====== Numba ======
===== multiple returns =====
# return 타입이 같을 때
@nb.jit(nb.types.UniTuple(nb.float64[:],2)(nb.float64[:]),nopython=True)
def f(a) :
return a,a
@nb.jit('UniTuple(float64[:], 2)(float64[:])',nopython=True)
def f(a) :
return a,a
# return 타입이 다를 때
@nb.jit(nb.types.Tuple((nb.float64[:], nb.float64[:,:]))(nb.float64[:], nb.float64[:,:]),nopython=True)
def f(a, b) :
return a, b
@nb.jit('Tuple((float64[:], float64[:,:]))(float64[:], float64[:,:])',nopython=True)
def f(a, b) :
return a, b
# https://stackoverflow.com/questions/30363253/multiple-output-and-numba-signatures
===== multi-threading =====
* https://numba.pydata.org/numba-doc/dev/user/examples.html#multi-threading
===== structured array & ahead-of-time compile =====
import gr
import gr.pygr as mlab
import numba as nb
import numpy as np
import math
import radar_rust
from IPython import embed
from numba import cuda
from tqdm import tqdm
from radar_nb import aot_func, aot_func_parallel
def py_func(srcs, t):
m = np.zeros((200, 200), np.float64)
H, W = m.shape
for y in range(H):
for x in range(W):
for src in srcs:
dist = np.sqrt((y - src.y) ** 2 + (x - src.x) ** 2)

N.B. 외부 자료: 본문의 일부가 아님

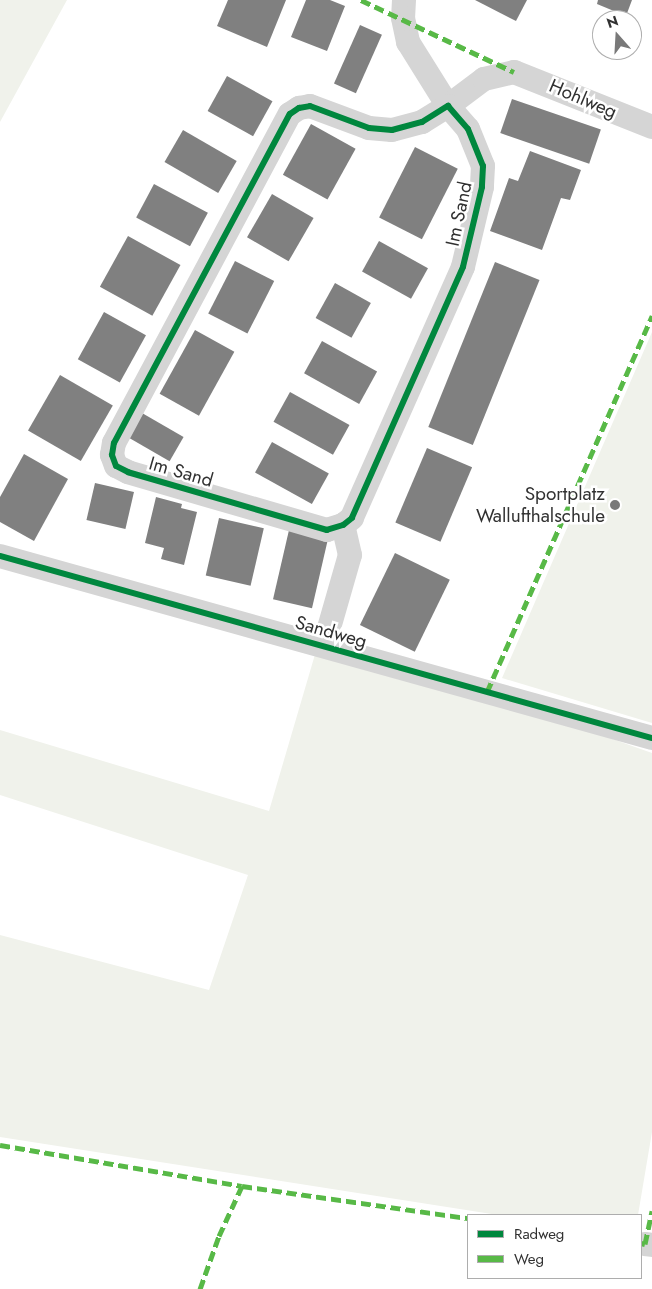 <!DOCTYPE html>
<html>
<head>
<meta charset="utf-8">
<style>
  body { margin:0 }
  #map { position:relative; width:652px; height:1289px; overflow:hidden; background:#fff; font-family:Jost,sans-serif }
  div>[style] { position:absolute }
  .green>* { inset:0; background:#f0f2eb }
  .building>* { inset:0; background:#808080; transform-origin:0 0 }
  .street>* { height:24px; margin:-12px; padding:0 12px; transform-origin:12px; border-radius:12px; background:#d5d5d5 }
  .quiet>* { height:5px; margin-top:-2.5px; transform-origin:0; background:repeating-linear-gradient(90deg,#58b947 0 10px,transparent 0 15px) }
  .cycleway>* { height:6px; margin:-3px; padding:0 3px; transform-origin:3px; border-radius:3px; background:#00873e }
  .dots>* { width:14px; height:14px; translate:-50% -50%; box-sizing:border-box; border:2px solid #fff; border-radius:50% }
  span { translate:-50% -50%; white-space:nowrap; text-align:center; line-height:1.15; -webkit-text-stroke:5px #fff; paint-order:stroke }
  .street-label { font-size:19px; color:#313131 }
  .poi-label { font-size:19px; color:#313131 }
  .right { translate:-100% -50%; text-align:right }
  .legend { position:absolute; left:467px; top:1214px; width:175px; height:65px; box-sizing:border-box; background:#fff; border:1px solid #adadad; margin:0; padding:6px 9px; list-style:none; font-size:15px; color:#313131 }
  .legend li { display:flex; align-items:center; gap:10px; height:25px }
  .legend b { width:25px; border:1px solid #adadad }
  .north { position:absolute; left:592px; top:10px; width:50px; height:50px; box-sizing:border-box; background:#fff; border:1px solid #adadad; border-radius:50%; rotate:341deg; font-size:14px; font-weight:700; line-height:20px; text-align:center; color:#313131 }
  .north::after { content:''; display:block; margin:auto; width:18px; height:22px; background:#797979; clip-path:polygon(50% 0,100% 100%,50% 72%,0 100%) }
</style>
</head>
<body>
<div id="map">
  <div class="green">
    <i style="clip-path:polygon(0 0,67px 0,0 122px)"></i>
    <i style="clip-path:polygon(652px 332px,652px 723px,502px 678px)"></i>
    <i style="clip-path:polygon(316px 651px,553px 718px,652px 753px,652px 1132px,638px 1215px,498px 1215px,0 1137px,0 935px,209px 990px,248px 875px,0 795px,0 730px,269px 811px)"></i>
  </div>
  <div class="building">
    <i style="clip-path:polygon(228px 0,286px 0,267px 47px,217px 26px)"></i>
    <i style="clip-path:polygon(306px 0,330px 0,345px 6px,327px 51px,291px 37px)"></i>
    <i style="clip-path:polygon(475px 0,527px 0,516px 21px)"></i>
    <i style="clip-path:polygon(598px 0,632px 0,626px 16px,597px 4px)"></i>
    <i style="left:360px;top:25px;width:24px;height:64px;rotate:24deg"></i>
    <i style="left:227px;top:76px;width:52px;height:40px;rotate:29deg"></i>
    <i style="left:512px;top:99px;width:94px;height:36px;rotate:19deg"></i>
    <i style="left:311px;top:124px;width:51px;height:58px;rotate:29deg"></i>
    <i style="left:183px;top:130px;width:62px;height:37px;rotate:30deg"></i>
    <i style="left:415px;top:147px;width:48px;height:79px;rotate:27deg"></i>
    <i style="clip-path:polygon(530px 151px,581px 170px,570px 200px,561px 198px,542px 250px,490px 231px,509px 178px,518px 181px)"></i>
    <i style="left:154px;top:184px;width:61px;height:38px;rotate:28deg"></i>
    <i style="left:272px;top:194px;width:48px;height:50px;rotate:30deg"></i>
    <i style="left:128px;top:236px;width:60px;height:58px;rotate:29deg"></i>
    <i style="left:379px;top:241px;width:56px;height:35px;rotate:29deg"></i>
    <i style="left:235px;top:261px;width:44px;height:59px;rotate:27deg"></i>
    <i style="left:495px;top:262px;width:48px;height:178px;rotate:22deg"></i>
    <i style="left:335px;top:283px;width:41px;height:40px;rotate:29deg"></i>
    <i style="left:104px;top:312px;width:48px;height:54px;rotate:29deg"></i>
    <i style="left:195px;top:330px;width:45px;height:73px;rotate:29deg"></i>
    <i style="left:322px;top:341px;width:63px;height:37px;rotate:29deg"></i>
    <i style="left:60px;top:375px;width:61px;height:64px;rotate:30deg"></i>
    <i style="left:290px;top:392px;width:68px;height:34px;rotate:29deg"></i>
    <i style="left:142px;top:413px;width:48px;height:28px;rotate:30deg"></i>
    <i style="left:272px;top:442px;width:65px;height:35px;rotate:29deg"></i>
    <i style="left:427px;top:448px;width:49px;height:81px;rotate:23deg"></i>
    <i style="clip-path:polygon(24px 454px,68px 479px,34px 541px,0 522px,0 497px)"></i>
    <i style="left:95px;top:483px;width:40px;height:38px;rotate:13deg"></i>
    <i style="clip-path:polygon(156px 497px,182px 504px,181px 508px,197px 512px,184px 565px,161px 559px,164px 548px,145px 543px)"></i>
    <i style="left:219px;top:518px;width:46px;height:59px;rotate:13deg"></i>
    <i style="left:289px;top:530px;width:40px;height:71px;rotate:13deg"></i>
    <i style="left:395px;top:553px;width:61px;height:80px;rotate:26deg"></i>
  </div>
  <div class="street">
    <i style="left:404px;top:0;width:18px;rotate:93deg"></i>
    <i style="left:403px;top:18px;width:25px;rotate:78deg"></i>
    <i style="left:408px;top:42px;width:75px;rotate:58deg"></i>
    <i style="left:448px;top:106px;width:45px;rotate:-36.9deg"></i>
    <i style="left:484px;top:79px;width:31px;rotate:-13deg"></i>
    <i style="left:514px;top:72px;width:149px;rotate:21.7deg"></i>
    <i style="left:310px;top:106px;width:63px;rotate:20.4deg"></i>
    <i style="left:369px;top:128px;width:23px;rotate:5deg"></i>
    <i style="left:392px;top:130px;width:31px;rotate:-15deg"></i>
    <i style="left:422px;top:122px;width:31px;rotate:-32deg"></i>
    <i style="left:448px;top:106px;width:30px;rotate:49deg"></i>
    <i style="left:468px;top:129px;width:40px;rotate:68deg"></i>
    <i style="left:483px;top:166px;width:21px;rotate:93deg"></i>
    <i style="left:482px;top:187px;width:82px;rotate:103.4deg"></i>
    <i style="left:463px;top:267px;width:274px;rotate:113.9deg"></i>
    <i style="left:352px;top:518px;width:11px;rotate:142deg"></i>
    <i style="left:343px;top:525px;width:17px;rotate:163deg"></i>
    <i style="left:327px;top:530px;width:207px;rotate:-163.8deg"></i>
    <i style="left:128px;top:472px;width:13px;rotate:-153deg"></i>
    <i style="left:116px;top:466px;width:12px;rotate:-110deg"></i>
    <i style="left:112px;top:455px;width:12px;rotate:-81deg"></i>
    <i style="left:114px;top:443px;width:373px;rotate:-61.9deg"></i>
    <i style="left:290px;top:114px;width:11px;rotate:-34deg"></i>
    <i style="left:299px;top:108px;width:11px;rotate:-10deg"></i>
    <i style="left:0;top:556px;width:677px;rotate:15.6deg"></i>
    <i style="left:327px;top:635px;width:83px;rotate:-74deg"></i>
    <i style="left:350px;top:555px;width:31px;rotate:-103deg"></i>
    <i style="left:645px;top:1244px;width:7px;rotate:8deg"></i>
  </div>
  <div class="quiet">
    <i style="left:361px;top:0;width:169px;rotate:25.2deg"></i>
    <i style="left:487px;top:692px;width:411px;rotate:-66.3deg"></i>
    <i style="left:0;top:1145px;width:245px;rotate:9.6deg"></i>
    <i style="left:242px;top:1186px;width:228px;rotate:8.1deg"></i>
    <i style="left:641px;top:1243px;width:4px;rotate:14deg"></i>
    <i style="left:645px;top:1244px;width:34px;rotate:-78deg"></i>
    <i style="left:200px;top:1289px;width:56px;rotate:-70.3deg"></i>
    <i style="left:219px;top:1236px;width:55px;rotate:-65.3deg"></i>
  </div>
  <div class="cycleway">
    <i style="left:310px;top:106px;width:63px;rotate:20.4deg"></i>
    <i style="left:369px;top:128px;width:23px;rotate:5deg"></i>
    <i style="left:392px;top:130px;width:31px;rotate:-15deg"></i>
    <i style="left:422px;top:122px;width:31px;rotate:-32deg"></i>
    <i style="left:448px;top:106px;width:30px;rotate:49deg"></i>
    <i style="left:468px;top:129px;width:40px;rotate:68deg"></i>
    <i style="left:483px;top:166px;width:21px;rotate:93deg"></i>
    <i style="left:482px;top:187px;width:82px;rotate:103.4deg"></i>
    <i style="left:463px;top:267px;width:274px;rotate:113.9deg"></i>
    <i style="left:352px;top:518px;width:11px;rotate:142deg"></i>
    <i style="left:343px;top:525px;width:17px;rotate:163deg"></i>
    <i style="left:327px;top:530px;width:207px;rotate:-163.8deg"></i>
    <i style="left:128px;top:472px;width:13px;rotate:-153deg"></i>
    <i style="left:116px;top:466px;width:12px;rotate:-110deg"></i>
    <i style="left:112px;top:455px;width:12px;rotate:-81deg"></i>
    <i style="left:114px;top:443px;width:373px;rotate:-61.9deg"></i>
    <i style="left:290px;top:114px;width:11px;rotate:-34deg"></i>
    <i style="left:299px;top:108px;width:11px;rotate:-10deg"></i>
    <i style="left:0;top:556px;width:677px;rotate:15.6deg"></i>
  </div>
  <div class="dots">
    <i style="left:615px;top:505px;background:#797979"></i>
  </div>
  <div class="street-label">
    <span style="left:583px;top:99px;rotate:23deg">Hohlweg</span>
    <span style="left:459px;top:214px;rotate:-78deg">Im Sand</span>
    <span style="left:181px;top:472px;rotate:16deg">Im Sand</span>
    <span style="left:331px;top:632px;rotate:16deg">Sandweg</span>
  </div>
  <div class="poi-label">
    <span class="right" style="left:605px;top:505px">Sportplatz<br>Wallufthalschule</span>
  </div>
  <ul class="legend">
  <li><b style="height:6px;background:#00873e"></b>Radweg</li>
  <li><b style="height:6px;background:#58b947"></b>Weg</li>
  </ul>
  <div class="north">N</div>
</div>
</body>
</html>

m[y, x] += np.cos(2.0 * np.pi * (dist + t) + t * src.phase)
return m
def np_func(srcs, t):
m = np.zeros((200, 200), np.float64)
H, W = m.shape
ys = np.arange(H).reshape(-1, 1).repeat(W, 1).reshape(-1)
xs = np.arange(W).reshape(1, -1).repeat(H, 0).reshape(-1)
ds = np.sqrt(
(ys.reshape(-1, 1) - srcs.y.reshape(1, -1)) ** 2
+ (xs.reshape(-1, 1) - srcs.x.reshape(1, -1)) ** 2
)
for i in range(len(srcs)):
m[ys, xs] += np.cos(2.0 * np.pi * (ds[:, i] + t) + t * srcs.phase[i])
return m
spec = nb.from_dtype(np.dtype([("y", np.int32), ("x", np.int32), ("phase", np.int32)]))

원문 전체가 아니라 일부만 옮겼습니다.